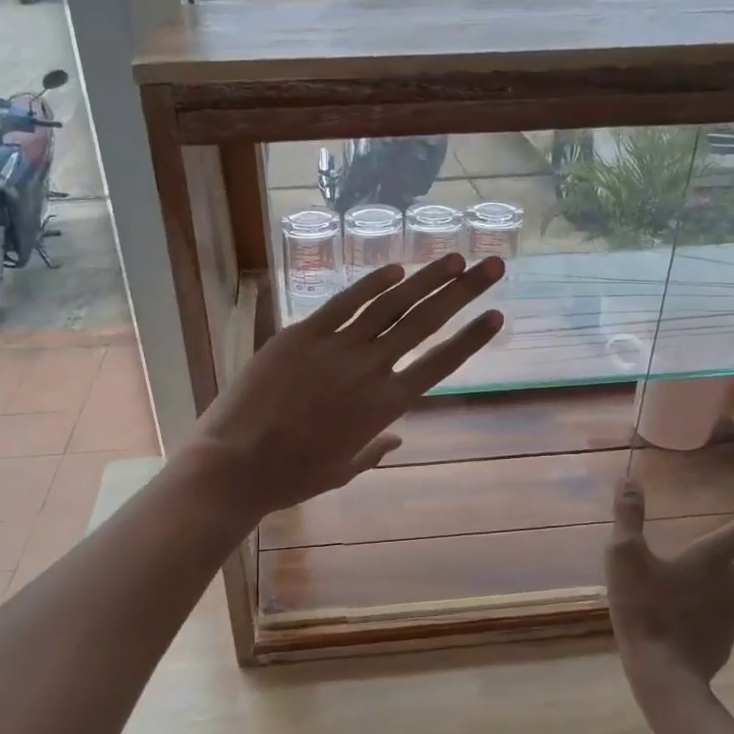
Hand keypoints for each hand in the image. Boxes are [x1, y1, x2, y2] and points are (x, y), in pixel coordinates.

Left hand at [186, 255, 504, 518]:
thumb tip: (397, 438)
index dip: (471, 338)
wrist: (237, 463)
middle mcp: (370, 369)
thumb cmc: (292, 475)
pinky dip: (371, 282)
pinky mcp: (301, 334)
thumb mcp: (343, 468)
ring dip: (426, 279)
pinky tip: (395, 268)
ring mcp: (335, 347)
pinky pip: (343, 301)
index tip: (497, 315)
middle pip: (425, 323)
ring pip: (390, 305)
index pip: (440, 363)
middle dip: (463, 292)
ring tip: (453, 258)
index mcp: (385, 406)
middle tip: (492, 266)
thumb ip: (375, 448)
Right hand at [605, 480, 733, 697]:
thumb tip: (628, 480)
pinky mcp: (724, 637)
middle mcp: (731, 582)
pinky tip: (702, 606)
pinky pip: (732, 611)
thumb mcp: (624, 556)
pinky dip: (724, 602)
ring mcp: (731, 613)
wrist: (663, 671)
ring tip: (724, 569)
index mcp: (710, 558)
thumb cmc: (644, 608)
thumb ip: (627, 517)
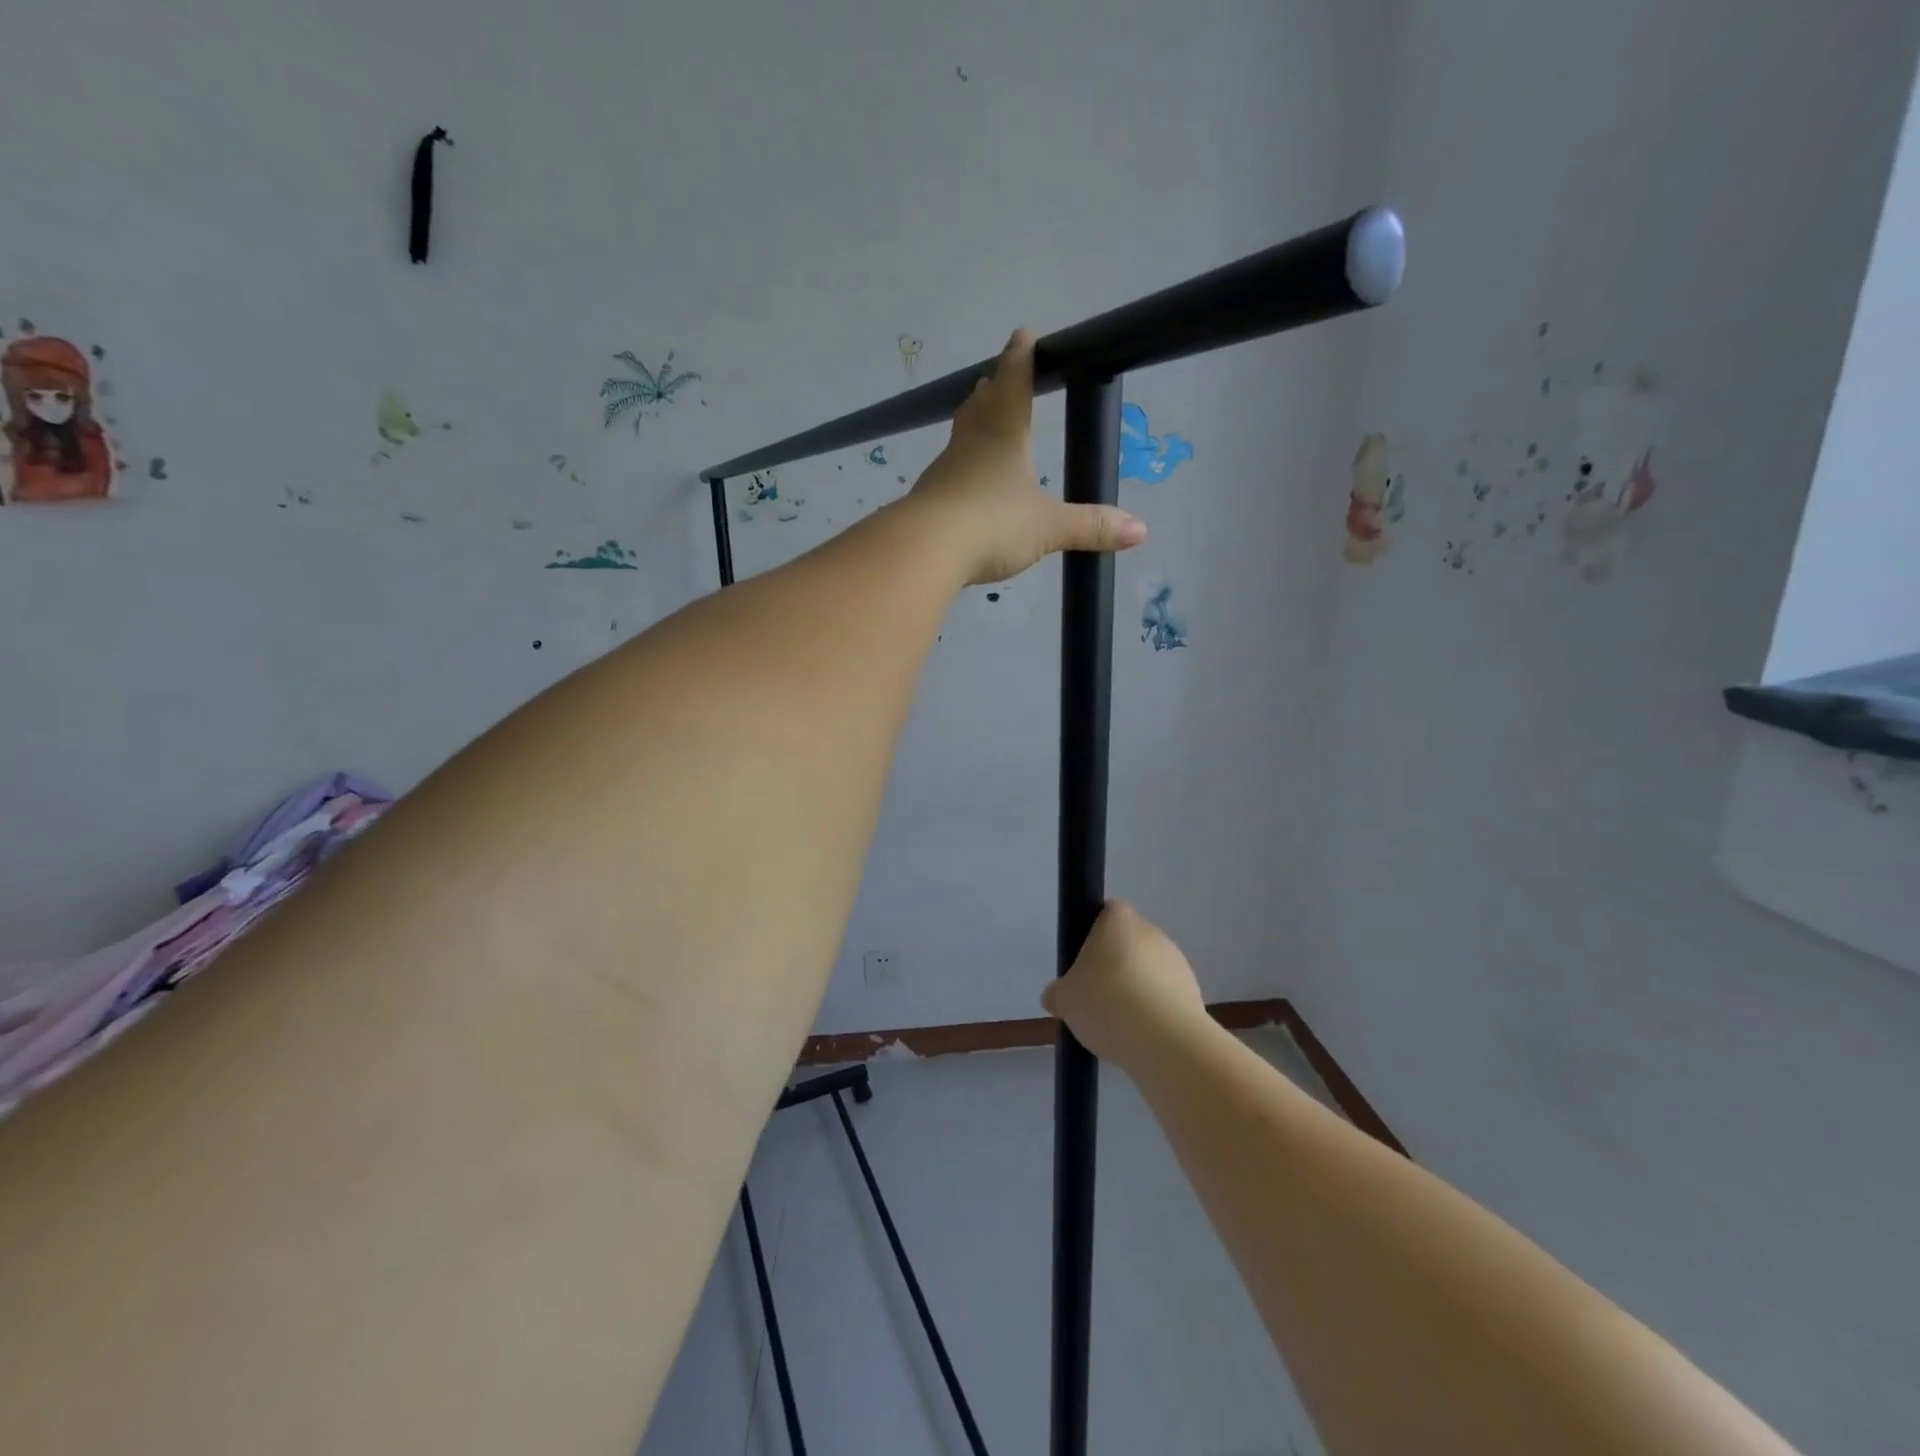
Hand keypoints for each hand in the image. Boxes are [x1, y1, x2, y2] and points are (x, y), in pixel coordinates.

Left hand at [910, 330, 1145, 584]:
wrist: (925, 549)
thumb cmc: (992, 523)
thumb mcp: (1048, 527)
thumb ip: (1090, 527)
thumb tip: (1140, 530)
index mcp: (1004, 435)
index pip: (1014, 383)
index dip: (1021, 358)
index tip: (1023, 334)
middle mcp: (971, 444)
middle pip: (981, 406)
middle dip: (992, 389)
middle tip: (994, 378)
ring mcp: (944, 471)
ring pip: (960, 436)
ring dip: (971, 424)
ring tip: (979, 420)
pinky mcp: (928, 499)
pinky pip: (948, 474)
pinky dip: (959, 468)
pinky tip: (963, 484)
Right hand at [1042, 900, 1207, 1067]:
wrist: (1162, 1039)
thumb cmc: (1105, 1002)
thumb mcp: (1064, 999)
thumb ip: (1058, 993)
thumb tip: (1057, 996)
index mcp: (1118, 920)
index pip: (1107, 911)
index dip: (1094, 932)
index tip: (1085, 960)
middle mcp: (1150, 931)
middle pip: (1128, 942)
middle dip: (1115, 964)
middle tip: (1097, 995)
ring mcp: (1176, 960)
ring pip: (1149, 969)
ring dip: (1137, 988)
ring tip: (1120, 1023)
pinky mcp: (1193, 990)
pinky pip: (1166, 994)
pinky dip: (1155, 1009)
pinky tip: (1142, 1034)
__________
Work to complete —
Please write out, exactly as they appear above, only the lines in the stretch from the line with "thumb ip: (375, 448)" through the line with "thumb ip: (627, 517)".

Exercise solution —
thumb ip: (375, 448)
Right hand at [605, 480, 733, 697]:
thumb tip: (628, 480)
pinky mcp: (724, 637)
middle mcp: (731, 582)
pinky tip: (702, 606)
pinky pip: (732, 611)
thumb mcp: (624, 556)
pinky dip: (724, 602)
ring mcp: (731, 613)
wrist: (663, 671)
ring tip: (724, 569)
index mcp: (710, 558)
thumb cmc: (644, 608)
thumb ip: (627, 517)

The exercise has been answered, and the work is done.